2. Do jakiego gatunku literackiego można by ją zaliczyć? (a może wymykałaby się wszelkim klasyfikacjom?)
Fantasy, ale z elementami książki historycznej. Gdzieniegdzie to wręcz science - fiction :)

3. Do stylu pisarskiego jakich autorów mogłabyś/mógłbyś przyrównać formę treści w tej książce?
J.K. Rowling, Rafał Kosik, Ilona Andrews, Rick Riordan, Mira Grant.

4. Gdzie miałaby się toczyć akcja książki?
(świat realny a może wymyślony?)
Szczegółowy świat wymyślony <3

5. Kto byłby jej głównym bohaterem? (kobieta, mężczyzna, potwór z bagien?)
Twardzielka, dziewczyna, która nienawidzi swojej mocy.

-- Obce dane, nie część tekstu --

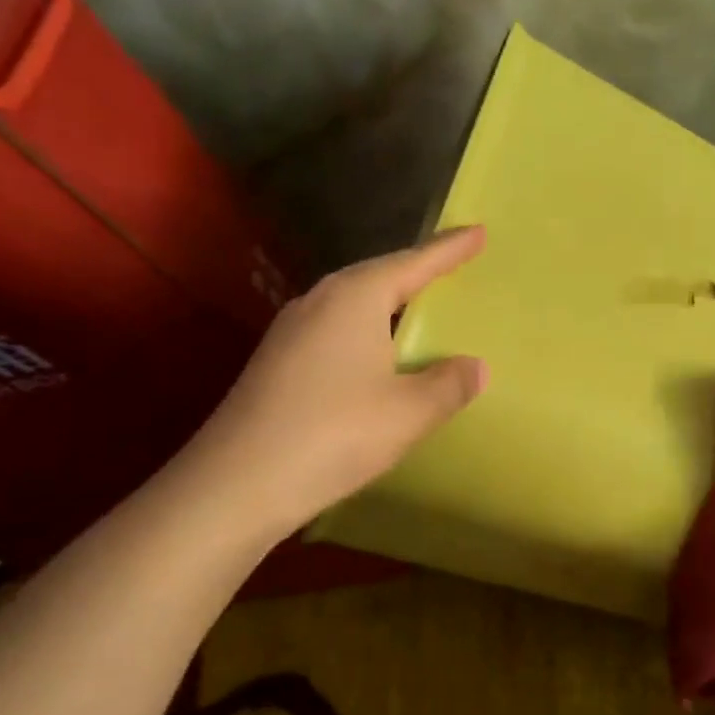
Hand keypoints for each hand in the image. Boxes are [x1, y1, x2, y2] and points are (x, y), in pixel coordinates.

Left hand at [180, 226, 487, 548]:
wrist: (237, 483)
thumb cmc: (334, 434)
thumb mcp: (409, 412)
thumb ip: (448, 385)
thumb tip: (475, 367)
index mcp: (356, 298)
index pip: (414, 262)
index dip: (450, 249)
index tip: (478, 231)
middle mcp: (320, 301)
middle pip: (379, 275)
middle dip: (417, 270)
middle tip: (453, 266)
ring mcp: (292, 331)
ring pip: (353, 303)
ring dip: (389, 301)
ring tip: (419, 306)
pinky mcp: (278, 361)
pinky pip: (336, 329)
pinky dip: (367, 331)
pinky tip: (376, 355)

6. Na czym opierałby się wątek przewodni? (miłość, śmierć, zemsta? etc.)
Ignorowanie uczuć.

7. Książka posiadałaby szczęśliwe zakończenie czy też nie?
Może nie szczęśliwe, ale takie na wpół otwarte - czytelnicy mogą tylko się domyślać co się stało potem.

8. Napisana byłaby prostym językiem czy może treść kryłaby symbolizm i szczyptę filozofii?
Trochę filozofii i symboliki nie zaszkodzi, ale pod koniec wszystko musi być jasne :)

9. Co prezentowałaby okładka?
Szarość, smutek, walkę, ale też ślad nadziei.

10. A może już odnalazłaś/odnalazłeś "Wymarzone czytadełko?